また、第1接続部及び第2接続部を有する接続部材を利用するので、組み立て時の溶接箇所の強度を十分に確保することができ、溶接剥がれ等が生じ難い信頼性の高い電気化学セルとすることができる。
【0020】
本発明に係る電気化学セルは、有底筒状に形成された収納容器と、該収納容器の開口部を封止する蓋部材と、を有する外装体と、前記外装体内に収納され、セパレータを挟んで配設された正極及び負極を有する発電要素と、前記外装体内に充填され、前記発電要素を浸漬させる非水電解液と、絶縁部材を介して前記蓋部材に固定され、該蓋部材を貫通する一対の芯線と、金属製の第1接続部と、該第1接続部とは材料特性の異なる金属材料から形成された第2接続部と、を有し、第1接続部が前記正極及び前記負極の集電体に溶接されると共に、第2接続部が前記芯線に局所的に溶接されて、集電体と芯線とをそれぞれ間接的に接続する一対の接続部材と、を備えていることを特徴とする。
【0021】
本発明に係る電気化学セルの製造方法は、上記本発明の電気化学セルを製造する方法であって、前記正極及び前記負極の集電体に前記第1接続部を溶接して、前記発電要素と前記一対の接続部材とを組み合わせる第1の溶接工程と、前記絶縁部材を介して前記一対の芯線を前記蓋部材に固定した後、前記第2接続部を一対の芯線にそれぞれ局所的に溶接して、蓋部材と前記一対の接続部材とを組み合わせる第2の溶接工程と、前記2つの溶接工程が共に終了した後、前記収納容器内に前記発電要素を収納させながら、収納容器の開口部を前記蓋部材で塞ぐ収納工程と、前記収納容器内への前記非水電解液の注入と、前記収納容器と前記蓋部材との溶接と、を行って、非水電解液に漬浸された状態で前記発電要素が収納された前記外装体を作製する封止工程と、を備えていることを特徴とする。
【0022】
本発明においては、先に述べた電気化学セル及びその製造方法に対して、外装体を構成する蓋部材に一対の芯線を固定する点が異なるだけで、同様の作用効果を奏することができる。

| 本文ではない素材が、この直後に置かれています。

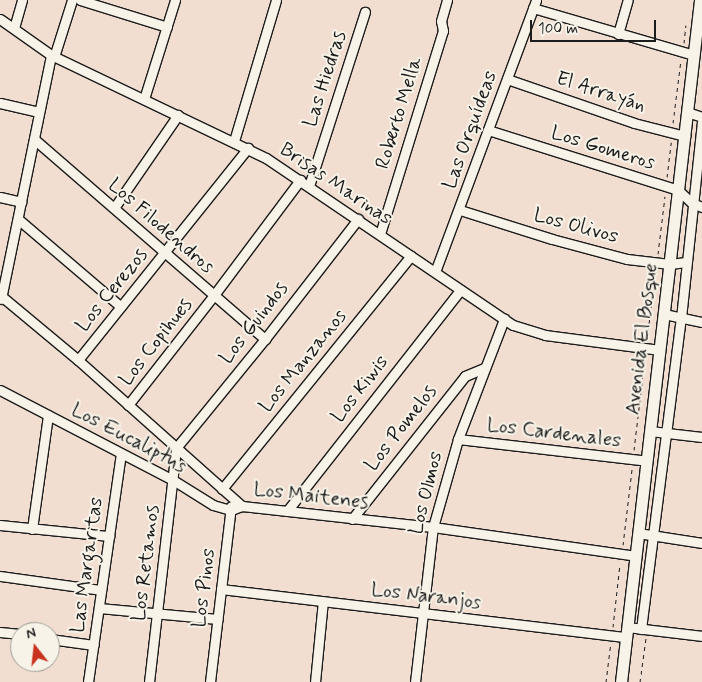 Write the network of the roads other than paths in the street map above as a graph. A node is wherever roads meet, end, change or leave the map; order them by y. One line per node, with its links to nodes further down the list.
1 (22, 0): 13 (street)
2 (72, 0): 15 (street)
3 (80, 0): 12 (street)
4 (175, 0): 12 (street)
5 (276, 0): 28 (street)
6 (448, 0): 41 (street, Roberto Mella)
7 (628, 0): 14 (street)
8 (700, 0): 16 (main road, Avenida El Bosque)
9 (534, 4): 14 (street); 17 (street, Las Orquídeas)
10 (365, 12): 31 (street, Las Hiedras)
11 (0, 19): 13 (street, Brisas Marinas)
12 (167, 26): 18 (street)
13 (14, 28): 15 (street, Brisas Marinas)
14 (618, 34): 16 (street)
15 (52, 56): 18 (street, Brisas Marinas); 20 (street)
16 (696, 61): 21 (main road, Avenida El Bosque)
17 (507, 79): 25 (street, Las Orquídeas); 26 (street, El Arrayán)
18 (144, 99): 22 (street, Brisas Marinas)
19 (0, 103): 20 (street)
20 (39, 112): 27 (street)
21 (688, 112): 23 (street); 26 (main road, Avenida El Bosque)
22 (178, 115): 28 (street, Brisas Marinas); 37 (street)
23 (702, 117)
24 (702, 122): 35 (street, Avenida El Bosque)
25 (488, 130): 32 (street, Los Gomeros); 38 (street, Las Orquídeas)
26 (685, 136): 32 (main road, Avenida El Bosque)
27 (34, 139): 34 (street); 37 (street, Los Filodendros)
28 (234, 141): 29 (street, Brisas Marinas)
29 (248, 148): 30 (street, Brisas Marinas); 42 (street, Los Cerezos)
30 (300, 180): 31 (street, Brisas Marinas); 48 (street, Los Copihues)
31 (309, 186): 40 (street, Brisas Marinas)
32 (678, 190): 35 (street, Los Gomeros); 45 (main road, Avenida El Bosque)
33 (0, 197): 34 (street)
34 (21, 202): 39 (street)
35 (692, 203): 36 (street, Los Gomeros); 44 (street, Avenida El Bosque)
36 (702, 206)
37 (114, 208): 42 (street, Los Filodendros)
38 (460, 210): 45 (street, Los Olivos); 46 (street, Las Orquídeas)
39 (18, 219): 49 (street); 50 (street)
40 (358, 219): 41 (street, Brisas Marinas); 55 (street, Los Guindos)
41 (380, 234): 43 (street, Brisas Marinas)
42 (165, 252): 48 (street, Los Filodendros); 50 (street, Los Cerezos)
43 (411, 256): 46 (street, Brisas Marinas); 70 (street, Los Manzanos)
44 (686, 262): 45 (street, Los Olivos); 52 (street, Avenida El Bosque)
45 (670, 264): 51 (main road, Avenida El Bosque)
46 (435, 272): 47 (street, Brisas Marinas)
47 (460, 290): 53 (street, Brisas Marinas); 74 (street, Los Kiwis)
48 (214, 295): 55 (street, Los Filodendros); 60 (street, Los Copihues)
49 (0, 298): 57 (street, Los Maitenes)
50 (120, 307): 57 (street, Los Cerezos)
51 (664, 314): 52 (street); 56 (main road, Avenida El Bosque)
52 (681, 318): 54 (street); 63 (street, Avenida El Bosque)
53 (504, 319): 56 (street, Brisas Marinas); 58 (street, Los Olmos)
54 (702, 322)
55 (265, 339): 66 (street, Los Guindos)
56 (660, 350): 62 (main road, Avenida El Bosque)
57 (78, 360): 60 (street, Los Maitenes)
58 (484, 368): 65 (street, Los Olmos); 75 (street, Los Pomelos)
59 (0, 390): 61 (street, Los Eucaliptus)
60 (128, 405): 66 (street, Los Maitenes)
61 (48, 415): 67 (street, Los Eucaliptus); 78 (street)
62 (650, 431): 63 (street); 68 (main road, Avenida El Bosque)
63 (666, 433): 64 (street); 80 (street, Avenida El Bosque)
64 (702, 437)
65 (458, 439): 68 (street, Los Cardenales); 77 (street, Los Olmos)
66 (176, 448): 69 (street, Los Retamos); 70 (street, Los Maitenes)
67 (121, 454): 69 (street, Los Eucaliptus); 81 (street, Las Margaritas)
68 (647, 461): 79 (main road, Avenida El Bosque)
69 (173, 480): 73 (street, Los Eucaliptus); 90 (street, Los Retamos)
70 (222, 489): 71 (street, Los Maitenes)
71 (232, 498): 72 (street, Los Maitenes); 73 (street, Los Pinos)
72 (242, 506): 73 (street); 74 (street, Los Maitenes)
73 (231, 510): 85 (street, Los Pinos)
74 (287, 511): 75 (street, Los Maitenes)
75 (352, 519): 77 (street, Los Maitenes)
76 (0, 525): 78 (street)
77 (433, 527): 83 (street, Los Maitenes); 89 (street, Los Olmos)
78 (32, 528): 81 (street)
79 (638, 533): 80 (street); 83 (main road, Avenida El Bosque)
80 (654, 535): 82 (street); 92 (street, Avenida El Bosque)
81 (108, 536): 86 (street, Las Margaritas)
82 (702, 543)
83 (636, 556): 93 (main road, Avenida El Bosque)
84 (0, 576): 86 (street)
85 (221, 589): 87 (street, Los Naranjos); 91 (street, Los Pinos)
86 (102, 590): 88 (street, Las Margaritas)
87 (324, 601): 89 (street, Los Naranjos); 100 (street)
88 (99, 608): 90 (street); 96 (street, Las Margaritas)
89 (422, 613): 93 (street, Los Naranjos); 101 (street, Los Olmos)
90 (158, 614): 91 (street); 98 (street, Los Retamos)
91 (217, 619): 99 (street, Los Pinos)
92 (642, 629): 93 (street, Los Naranjos); 94 (street, Los Naranjos)
93 (627, 632): 102 (main road, Avenida El Bosque)
94 (702, 636)
95 (60, 640): 96 (street)
96 (94, 645): 97 (street, Las Margaritas)
97 (88, 682)
98 (149, 682)
99 (210, 682)
100 (315, 682)
101 (415, 682)
102 (621, 682)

即ち、第2の溶接工程の際、絶縁部材を介して一対の芯線を蓋部材に固定した後、これら一対の芯線に一対の接続部材の第2接続部をそれぞれ局所的に溶接する。これにより、蓋部材を貫通するように固定された一対の芯線を介して、蓋部材と一対の接続部材とを組み合わせることができる。特に、上記局所的な溶接によって、蓋部材と接続部材との間に無駄なスペースが開いてしまうことを防止できるので、その分発電要素のサイズを大きくすることができる。よって、外装体の内部における発電要素の占める割合を極力大きくすることができ、小型化と電気的特性の向上化とを両立した電気化学セルとすることができる。
また、第1接続部及び第2接続部を有する接続部材を利用するので、組み立て時の溶接箇所の強度を十分に確保することができ、溶接剥がれ等が生じ難い信頼性の高い電気化学セルとすることができる。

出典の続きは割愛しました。